Updated May 10, 2023 - Economy & Business

TPG's Winkelried says he's scared of debt default, not AI

Jon Winkelried, TPG CEO, and Axios' Dan Primack at the BFD Event in San Francisco. Photo: Michael Flaherty

The prospect of a U.S. debt default is scarier now than it's ever been, said TPG chief Jon Winkelried, speaking at the Axios BFD event in San Francisco on Wednesday.

What Winkelried's not scared of: Artificial intelligence displacing the jobs of financial sector analysts and associates.

What he's saying: "Yes, it scares me in a way," he said, adding that when the prospect of a default occurred in previous cycles, the assumption was that Washington wouldn't actually let it happen.

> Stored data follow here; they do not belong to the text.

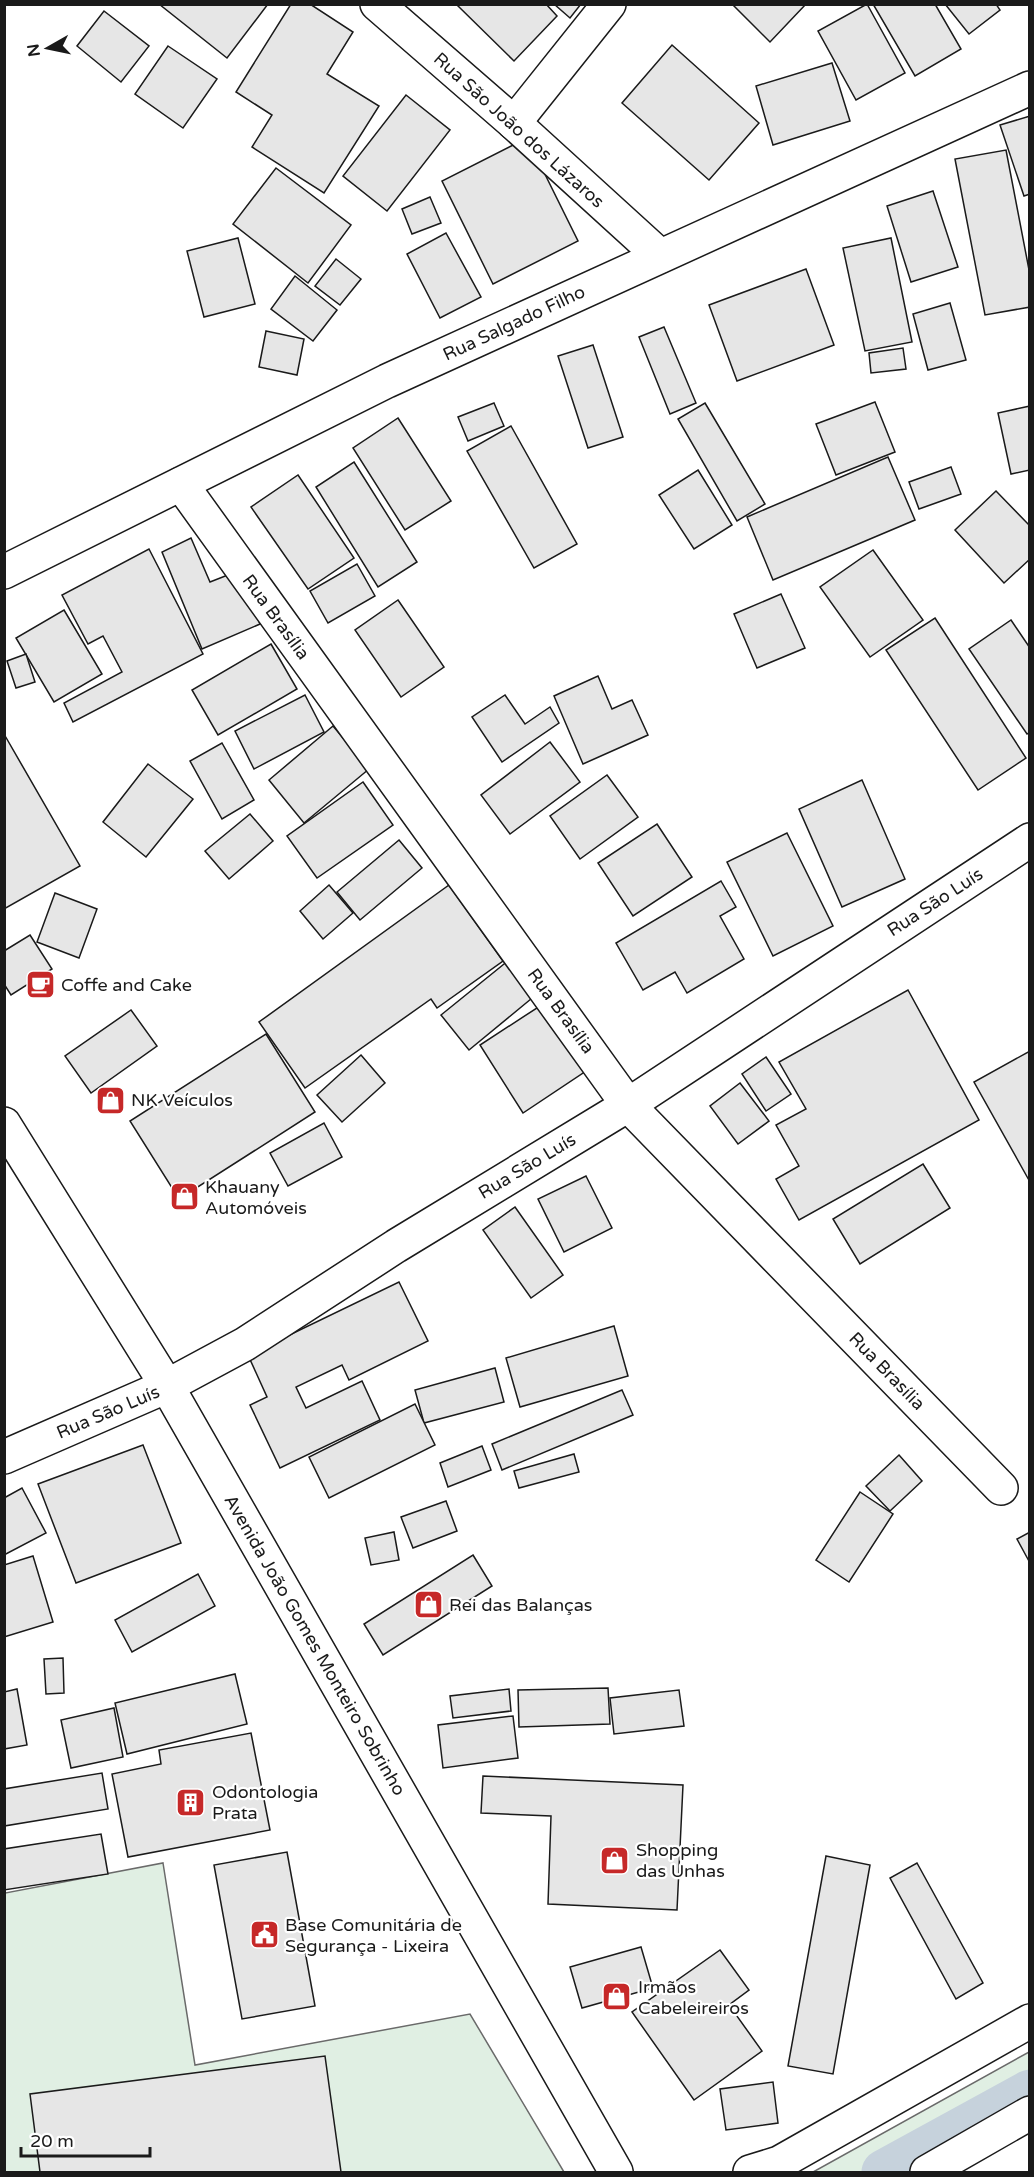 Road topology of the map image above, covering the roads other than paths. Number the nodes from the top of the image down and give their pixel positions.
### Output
1 (377, 4) edge
2 (609, 4) edge
3 (1029, 88) edge
4 (514, 123) junction
5 (660, 256) junction
6 (181, 484) junction
7 (4, 572) edge
8 (1029, 840) edge
9 (628, 1105) junction
10 (4, 1124) edge
11 (167, 1386) junction
12 (4, 1457) edge
13 (1001, 1488) dead end
14 (1029, 2021) edge
15 (1029, 2113) edge
16 (616, 2172) edge
17 (750, 2172) edge
18 (927, 2172) edge

1 - 4 street, Rua São João dos Lázaros
2 - 4 street
3 - 5 street, Rua Salgado Filho
4 - 5 street, Rua São João dos Lázaros
5 - 6 street, Rua Salgado Filho
6 - 7 street, Rua Salgado Filho
6 - 9 street, Rua Brasília
8 - 9 street, Rua São Luís
9 - 11 street, Rua São Luís
9 - 13 street, Rua Brasília
10 - 11 street, Avenida João Gomes Monteiro Sobrinho
11 - 12 street, Rua São Luís
11 - 16 street, Avenida João Gomes Monteiro Sobrinho
14 - 17 street
15 - 18 street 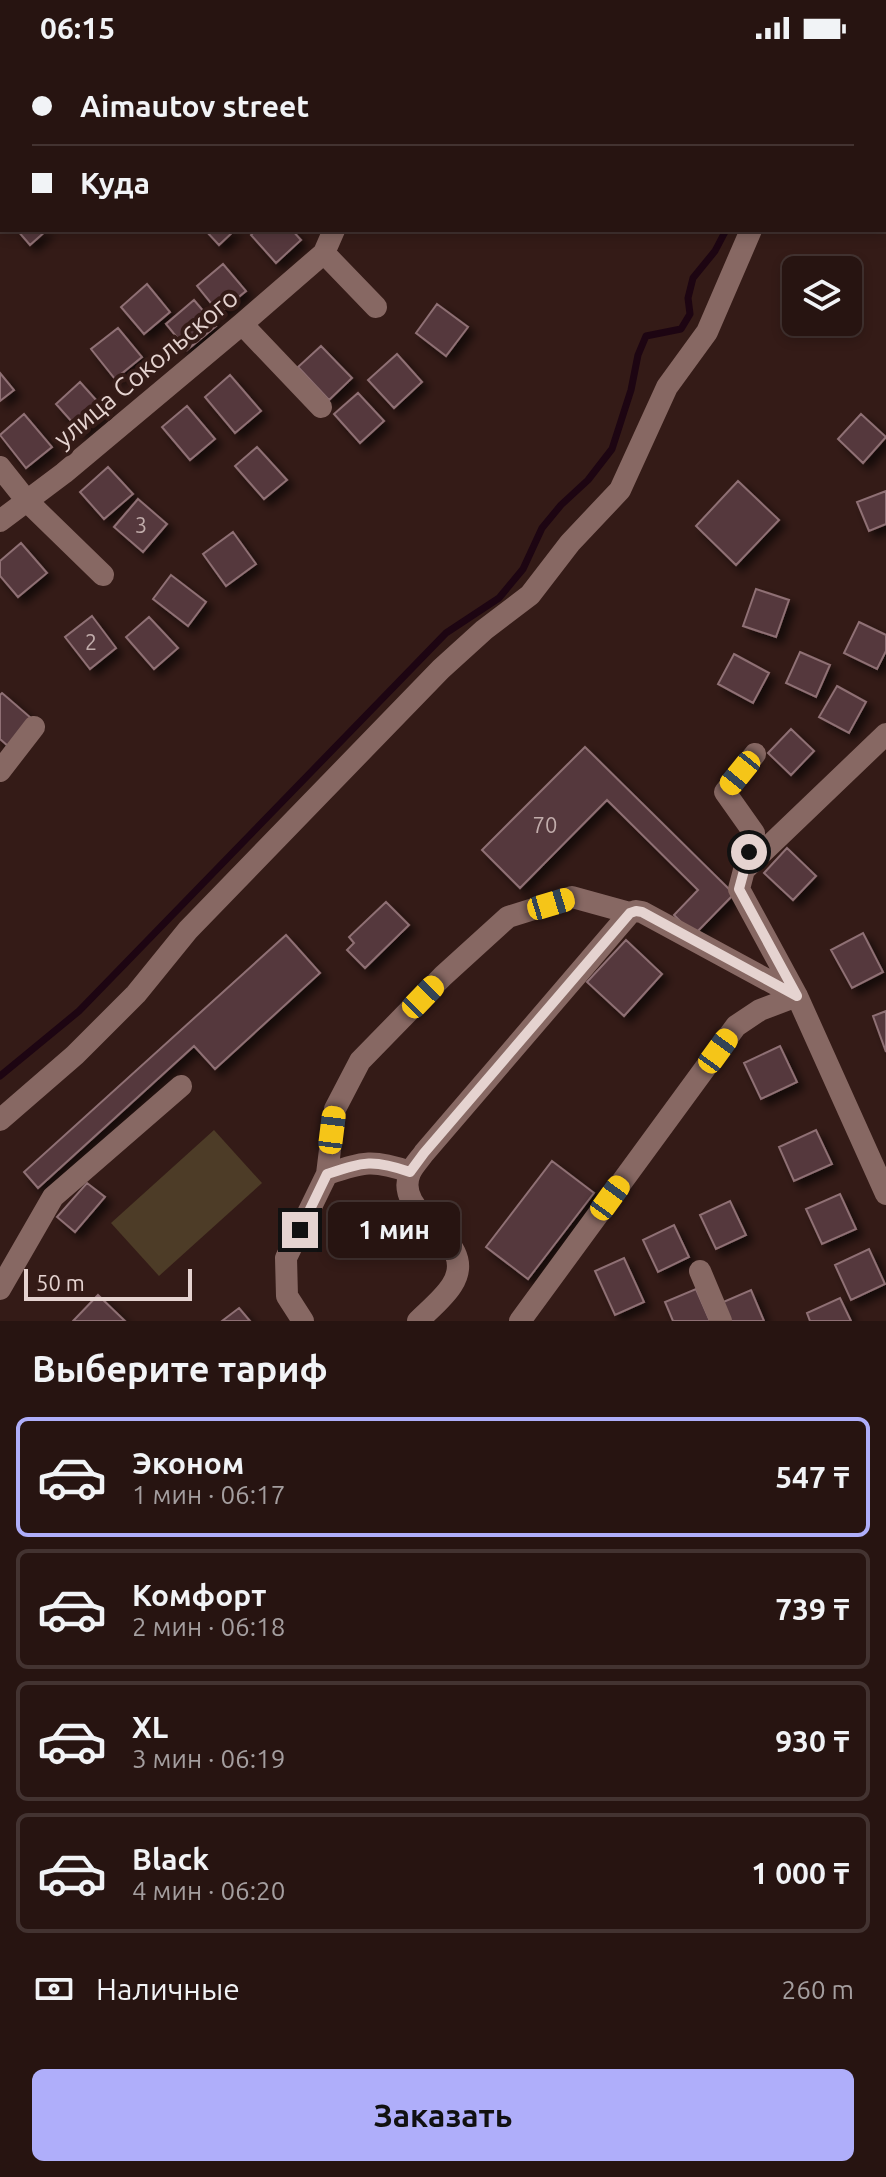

  • "The political process has gotten more heated, less rational. I worry that maybe there is more of a willingness to go to the brink. I’m a little more concerned than last time."
  • "AI may be a tool that helps... but there's still a lot of creative, intellectual energy around these issues. I have no doubt there will be analysts and associates at banks" even as AI adoption grows, he said.

Background: TPG, which started out as the leveraged buyout firm Texas Pacific Group in 1992, is now a publicly traded alternative asset manager with $135 billion in assets under management.

  • The company went public in January 2022; a day later the market tanked — and then kept tanking.
  • "If we were going to go public the next day, we probably would not have gone public," he said. "We felt quite fortunate that we came in under the wire."

Of note: Winkelried, a former top Goldman Sachs banker, said TPG is eager to get into the private credit market. Whether the firm would grow the business organically or acquire a private credit business, Winkelried would not say.

  • "There's different ways of doing it — we’re open minded either way. We’re focused on it."